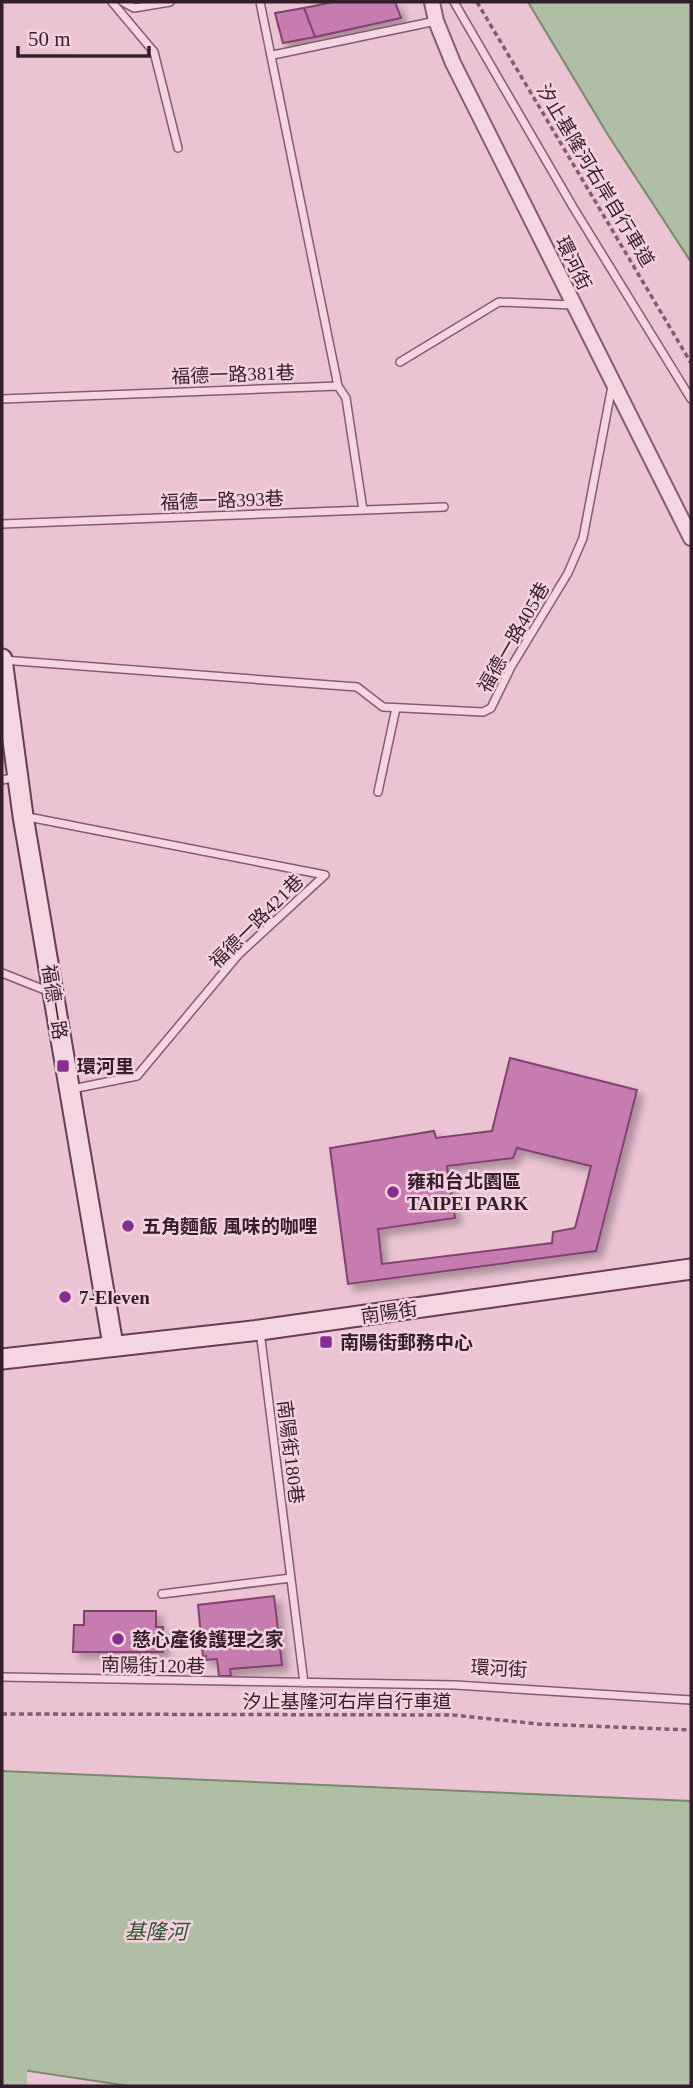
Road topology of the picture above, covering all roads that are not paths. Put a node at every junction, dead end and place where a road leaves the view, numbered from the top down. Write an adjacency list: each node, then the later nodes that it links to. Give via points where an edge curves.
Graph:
1 (112, 2): 9 (lane, via 154,52)
2 (123, 2): 3 (lane, via 134,8)
3 (170, 2)
4 (261, 2): 8 (lane)
5 (432, 2): 7 (street, 環河街)
6 (454, 2): 15 (lane, 環河街)
7 (436, 21): 8 (lane); 10 (street, 環河街)
8 (273, 55): 13 (lane)
9 (178, 148)
10 (573, 305): 11 (lane, via 499,302); 12 (street, 環河街)
11 (400, 362)
12 (612, 385): 19 (street, 環河街); 21 (lane, 福德一路405巷, via 583,538 491,708 483,712)
13 (338, 386): 14 (lane, 福德一路381巷); 17 (lane, via 346,398)
14 (2, 399)
15 (691, 399)
16 (444, 507): 17 (lane, 福德一路393巷)
17 (363, 510): 18 (lane, 福德一路393巷)
18 (2, 524)
19 (691, 538)
20 (2, 659): 21 (lane, 福德一路405巷, via 357,687 383,707); 22 (street, 福德一路)
21 (396, 708): 23 (lane)
22 (10, 779): 24 (street, 福德一路)
23 (378, 792)
24 (23, 816): 26 (street, 福德一路); 27 (lane, 福德一路421巷, via 325,875 239,954 138,1076)
25 (2, 973): 26 (lane)
26 (54, 993): 27 (street, 福德一路)
27 (69, 1090): 30 (street, 福德一路)
28 (691, 1269): 29 (street, 南陽街)
29 (260, 1330): 30 (street, 南陽街); 32 (lane, 南陽街180巷)
30 (113, 1345): 31 (street, 南陽街)
31 (2, 1359)
32 (291, 1578): 33 (lane); 35 (lane, 南陽街180巷)
33 (162, 1594)
34 (2, 1677): 35 (lane, 南陽街120巷)
35 (304, 1683): 36 (lane, 環河街, via 455,1685)
36 (691, 1700)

☆ ☆ ☆ ☆ ☆

The records above should be reproduced exactly, with no pictures included.

Road topology of the picture above, covering all roads that are not paths. Put a node at every junction, dead end and place where a road leaves the view, numbered from the top down. Write an adjacency list: each node, then the later nodes that it links to. Give via points where an edge curves.
Graph:
1 (112, 2): 9 (lane, via 154,52)
2 (123, 2): 3 (lane, via 134,8)
3 (170, 2)
4 (261, 2): 8 (lane)
5 (432, 2): 7 (street, 環河街)
6 (454, 2): 15 (lane, 環河街)
7 (436, 21): 8 (lane); 10 (street, 環河街)
8 (273, 55): 13 (lane)
9 (178, 148)
10 (573, 305): 11 (lane, via 499,302); 12 (street, 環河街)
11 (400, 362)
12 (612, 385): 19 (street, 環河街); 21 (lane, 福德一路405巷, via 583,538 491,708 483,712)
13 (338, 386): 14 (lane, 福德一路381巷); 17 (lane, via 346,398)
14 (2, 399)
15 (691, 399)
16 (444, 507): 17 (lane, 福德一路393巷)
17 (363, 510): 18 (lane, 福德一路393巷)
18 (2, 524)
19 (691, 538)
20 (2, 659): 21 (lane, 福德一路405巷, via 357,687 383,707); 22 (street, 福德一路)
21 (396, 708): 23 (lane)
22 (10, 779): 24 (street, 福德一路)
23 (378, 792)
24 (23, 816): 26 (street, 福德一路); 27 (lane, 福德一路421巷, via 325,875 239,954 138,1076)
25 (2, 973): 26 (lane)
26 (54, 993): 27 (street, 福德一路)
27 (69, 1090): 30 (street, 福德一路)
28 (691, 1269): 29 (street, 南陽街)
29 (260, 1330): 30 (street, 南陽街); 32 (lane, 南陽街180巷)
30 (113, 1345): 31 (street, 南陽街)
31 (2, 1359)
32 (291, 1578): 33 (lane); 35 (lane, 南陽街180巷)
33 (162, 1594)
34 (2, 1677): 35 (lane, 南陽街120巷)
35 (304, 1683): 36 (lane, 環河街, via 455,1685)
36 (691, 1700)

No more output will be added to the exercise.